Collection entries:
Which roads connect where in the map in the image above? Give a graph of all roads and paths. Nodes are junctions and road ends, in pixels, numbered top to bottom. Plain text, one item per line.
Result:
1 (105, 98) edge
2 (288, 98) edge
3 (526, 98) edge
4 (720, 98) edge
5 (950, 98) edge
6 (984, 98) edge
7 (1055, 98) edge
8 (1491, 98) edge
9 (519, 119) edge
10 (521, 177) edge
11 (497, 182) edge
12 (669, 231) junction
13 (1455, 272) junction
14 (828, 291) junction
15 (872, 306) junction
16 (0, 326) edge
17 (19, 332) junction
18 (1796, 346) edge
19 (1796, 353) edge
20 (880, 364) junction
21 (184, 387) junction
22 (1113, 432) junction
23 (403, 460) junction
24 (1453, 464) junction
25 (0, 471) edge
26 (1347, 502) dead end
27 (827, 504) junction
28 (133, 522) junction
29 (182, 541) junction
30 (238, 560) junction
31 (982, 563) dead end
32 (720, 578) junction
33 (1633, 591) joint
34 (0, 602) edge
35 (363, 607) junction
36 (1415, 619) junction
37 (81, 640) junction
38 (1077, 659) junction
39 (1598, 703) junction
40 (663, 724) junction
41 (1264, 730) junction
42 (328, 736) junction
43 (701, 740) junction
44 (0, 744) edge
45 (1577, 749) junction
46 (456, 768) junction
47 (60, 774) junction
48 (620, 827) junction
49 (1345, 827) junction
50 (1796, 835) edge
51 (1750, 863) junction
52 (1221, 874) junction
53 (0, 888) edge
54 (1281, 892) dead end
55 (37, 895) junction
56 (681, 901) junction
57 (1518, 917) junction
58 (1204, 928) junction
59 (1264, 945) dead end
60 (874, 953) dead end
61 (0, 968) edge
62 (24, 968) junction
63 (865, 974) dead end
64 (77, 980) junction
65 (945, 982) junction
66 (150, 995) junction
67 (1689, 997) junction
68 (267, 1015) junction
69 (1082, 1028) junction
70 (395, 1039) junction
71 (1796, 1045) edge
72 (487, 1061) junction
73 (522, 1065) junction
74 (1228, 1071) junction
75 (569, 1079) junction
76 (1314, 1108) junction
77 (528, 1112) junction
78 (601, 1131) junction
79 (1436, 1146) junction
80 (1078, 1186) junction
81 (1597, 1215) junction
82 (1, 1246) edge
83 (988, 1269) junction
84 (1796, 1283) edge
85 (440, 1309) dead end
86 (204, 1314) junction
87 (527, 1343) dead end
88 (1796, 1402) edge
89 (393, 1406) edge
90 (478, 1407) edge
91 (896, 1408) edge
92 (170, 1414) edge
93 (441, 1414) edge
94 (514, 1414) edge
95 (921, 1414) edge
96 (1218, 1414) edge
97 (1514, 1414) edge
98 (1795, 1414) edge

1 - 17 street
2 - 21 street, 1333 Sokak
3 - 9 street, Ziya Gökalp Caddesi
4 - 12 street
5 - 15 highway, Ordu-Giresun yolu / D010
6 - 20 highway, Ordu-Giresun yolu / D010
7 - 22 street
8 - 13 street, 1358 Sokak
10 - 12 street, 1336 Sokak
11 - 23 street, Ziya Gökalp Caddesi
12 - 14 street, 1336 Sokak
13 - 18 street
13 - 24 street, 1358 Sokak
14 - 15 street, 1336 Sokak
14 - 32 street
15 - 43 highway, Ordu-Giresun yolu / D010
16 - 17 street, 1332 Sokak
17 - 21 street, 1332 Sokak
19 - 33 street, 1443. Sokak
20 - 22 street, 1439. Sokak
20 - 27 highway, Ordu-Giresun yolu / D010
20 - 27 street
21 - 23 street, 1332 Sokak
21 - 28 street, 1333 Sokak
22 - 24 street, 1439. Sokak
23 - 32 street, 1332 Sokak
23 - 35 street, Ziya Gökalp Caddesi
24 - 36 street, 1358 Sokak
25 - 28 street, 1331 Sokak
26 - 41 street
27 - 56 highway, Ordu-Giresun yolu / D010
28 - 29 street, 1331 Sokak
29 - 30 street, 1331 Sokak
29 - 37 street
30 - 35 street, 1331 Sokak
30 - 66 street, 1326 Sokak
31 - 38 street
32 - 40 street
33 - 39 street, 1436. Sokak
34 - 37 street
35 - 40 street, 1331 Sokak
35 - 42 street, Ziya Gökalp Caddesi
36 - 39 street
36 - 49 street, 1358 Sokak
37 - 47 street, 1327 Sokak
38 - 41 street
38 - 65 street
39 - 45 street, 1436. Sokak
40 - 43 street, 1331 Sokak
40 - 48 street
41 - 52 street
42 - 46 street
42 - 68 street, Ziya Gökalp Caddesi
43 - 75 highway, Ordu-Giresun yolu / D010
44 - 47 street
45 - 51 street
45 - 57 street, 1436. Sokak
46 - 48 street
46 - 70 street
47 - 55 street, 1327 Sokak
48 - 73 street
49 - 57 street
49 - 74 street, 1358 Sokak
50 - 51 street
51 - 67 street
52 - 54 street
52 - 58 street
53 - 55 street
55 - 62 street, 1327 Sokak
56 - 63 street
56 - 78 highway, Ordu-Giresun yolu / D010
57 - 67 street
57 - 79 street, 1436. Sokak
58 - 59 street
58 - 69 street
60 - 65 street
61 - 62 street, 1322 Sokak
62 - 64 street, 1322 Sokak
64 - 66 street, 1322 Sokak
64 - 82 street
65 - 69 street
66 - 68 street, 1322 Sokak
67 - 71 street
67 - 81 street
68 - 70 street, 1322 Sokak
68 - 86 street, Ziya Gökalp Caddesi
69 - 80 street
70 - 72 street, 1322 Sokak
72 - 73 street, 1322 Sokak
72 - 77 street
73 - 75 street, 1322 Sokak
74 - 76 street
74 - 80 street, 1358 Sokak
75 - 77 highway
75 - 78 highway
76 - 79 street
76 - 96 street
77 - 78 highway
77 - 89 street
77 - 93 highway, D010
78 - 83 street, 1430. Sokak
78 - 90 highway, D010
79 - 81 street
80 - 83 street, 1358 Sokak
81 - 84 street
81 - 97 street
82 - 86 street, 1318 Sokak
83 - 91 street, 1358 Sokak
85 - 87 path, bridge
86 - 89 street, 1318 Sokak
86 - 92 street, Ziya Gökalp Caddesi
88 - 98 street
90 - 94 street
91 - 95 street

ASSIGNMENT:
A verbatim restatement of all the entries above is required.

WORKED SOLUTION:
Which roads connect where in the map in the image above? Give a graph of all roads and paths. Nodes are junctions and road ends, in pixels, numbered top to bottom. Plain text, one item per line.
Result:
1 (105, 98) edge
2 (288, 98) edge
3 (526, 98) edge
4 (720, 98) edge
5 (950, 98) edge
6 (984, 98) edge
7 (1055, 98) edge
8 (1491, 98) edge
9 (519, 119) edge
10 (521, 177) edge
11 (497, 182) edge
12 (669, 231) junction
13 (1455, 272) junction
14 (828, 291) junction
15 (872, 306) junction
16 (0, 326) edge
17 (19, 332) junction
18 (1796, 346) edge
19 (1796, 353) edge
20 (880, 364) junction
21 (184, 387) junction
22 (1113, 432) junction
23 (403, 460) junction
24 (1453, 464) junction
25 (0, 471) edge
26 (1347, 502) dead end
27 (827, 504) junction
28 (133, 522) junction
29 (182, 541) junction
30 (238, 560) junction
31 (982, 563) dead end
32 (720, 578) junction
33 (1633, 591) joint
34 (0, 602) edge
35 (363, 607) junction
36 (1415, 619) junction
37 (81, 640) junction
38 (1077, 659) junction
39 (1598, 703) junction
40 (663, 724) junction
41 (1264, 730) junction
42 (328, 736) junction
43 (701, 740) junction
44 (0, 744) edge
45 (1577, 749) junction
46 (456, 768) junction
47 (60, 774) junction
48 (620, 827) junction
49 (1345, 827) junction
50 (1796, 835) edge
51 (1750, 863) junction
52 (1221, 874) junction
53 (0, 888) edge
54 (1281, 892) dead end
55 (37, 895) junction
56 (681, 901) junction
57 (1518, 917) junction
58 (1204, 928) junction
59 (1264, 945) dead end
60 (874, 953) dead end
61 (0, 968) edge
62 (24, 968) junction
63 (865, 974) dead end
64 (77, 980) junction
65 (945, 982) junction
66 (150, 995) junction
67 (1689, 997) junction
68 (267, 1015) junction
69 (1082, 1028) junction
70 (395, 1039) junction
71 (1796, 1045) edge
72 (487, 1061) junction
73 (522, 1065) junction
74 (1228, 1071) junction
75 (569, 1079) junction
76 (1314, 1108) junction
77 (528, 1112) junction
78 (601, 1131) junction
79 (1436, 1146) junction
80 (1078, 1186) junction
81 (1597, 1215) junction
82 (1, 1246) edge
83 (988, 1269) junction
84 (1796, 1283) edge
85 (440, 1309) dead end
86 (204, 1314) junction
87 (527, 1343) dead end
88 (1796, 1402) edge
89 (393, 1406) edge
90 (478, 1407) edge
91 (896, 1408) edge
92 (170, 1414) edge
93 (441, 1414) edge
94 (514, 1414) edge
95 (921, 1414) edge
96 (1218, 1414) edge
97 (1514, 1414) edge
98 (1795, 1414) edge

1 - 17 street
2 - 21 street, 1333 Sokak
3 - 9 street, Ziya Gökalp Caddesi
4 - 12 street
5 - 15 highway, Ordu-Giresun yolu / D010
6 - 20 highway, Ordu-Giresun yolu / D010
7 - 22 street
8 - 13 street, 1358 Sokak
10 - 12 street, 1336 Sokak
11 - 23 street, Ziya Gökalp Caddesi
12 - 14 street, 1336 Sokak
13 - 18 street
13 - 24 street, 1358 Sokak
14 - 15 street, 1336 Sokak
14 - 32 street
15 - 43 highway, Ordu-Giresun yolu / D010
16 - 17 street, 1332 Sokak
17 - 21 street, 1332 Sokak
19 - 33 street, 1443. Sokak
20 - 22 street, 1439. Sokak
20 - 27 highway, Ordu-Giresun yolu / D010
20 - 27 street
21 - 23 street, 1332 Sokak
21 - 28 street, 1333 Sokak
22 - 24 street, 1439. Sokak
23 - 32 street, 1332 Sokak
23 - 35 street, Ziya Gökalp Caddesi
24 - 36 street, 1358 Sokak
25 - 28 street, 1331 Sokak
26 - 41 street
27 - 56 highway, Ordu-Giresun yolu / D010
28 - 29 street, 1331 Sokak
29 - 30 street, 1331 Sokak
29 - 37 street
30 - 35 street, 1331 Sokak
30 - 66 street, 1326 Sokak
31 - 38 street
32 - 40 street
33 - 39 street, 1436. Sokak
34 - 37 street
35 - 40 street, 1331 Sokak
35 - 42 street, Ziya Gökalp Caddesi
36 - 39 street
36 - 49 street, 1358 Sokak
37 - 47 street, 1327 Sokak
38 - 41 street
38 - 65 street
39 - 45 street, 1436. Sokak
40 - 43 street, 1331 Sokak
40 - 48 street
41 - 52 street
42 - 46 street
42 - 68 street, Ziya Gökalp Caddesi
43 - 75 highway, Ordu-Giresun yolu / D010
44 - 47 street
45 - 51 street
45 - 57 street, 1436. Sokak
46 - 48 street
46 - 70 street
47 - 55 street, 1327 Sokak
48 - 73 street
49 - 57 street
49 - 74 street, 1358 Sokak
50 - 51 street
51 - 67 street
52 - 54 street
52 - 58 street
53 - 55 street
55 - 62 street, 1327 Sokak
56 - 63 street
56 - 78 highway, Ordu-Giresun yolu / D010
57 - 67 street
57 - 79 street, 1436. Sokak
58 - 59 street
58 - 69 street
60 - 65 street
61 - 62 street, 1322 Sokak
62 - 64 street, 1322 Sokak
64 - 66 street, 1322 Sokak
64 - 82 street
65 - 69 street
66 - 68 street, 1322 Sokak
67 - 71 street
67 - 81 street
68 - 70 street, 1322 Sokak
68 - 86 street, Ziya Gökalp Caddesi
69 - 80 street
70 - 72 street, 1322 Sokak
72 - 73 street, 1322 Sokak
72 - 77 street
73 - 75 street, 1322 Sokak
74 - 76 street
74 - 80 street, 1358 Sokak
75 - 77 highway
75 - 78 highway
76 - 79 street
76 - 96 street
77 - 78 highway
77 - 89 street
77 - 93 highway, D010
78 - 83 street, 1430. Sokak
78 - 90 highway, D010
79 - 81 street
80 - 83 street, 1358 Sokak
81 - 84 street
81 - 97 street
82 - 86 street, 1318 Sokak
83 - 91 street, 1358 Sokak
85 - 87 path, bridge
86 - 89 street, 1318 Sokak
86 - 92 street, Ziya Gökalp Caddesi
88 - 98 street
90 - 94 street
91 - 95 street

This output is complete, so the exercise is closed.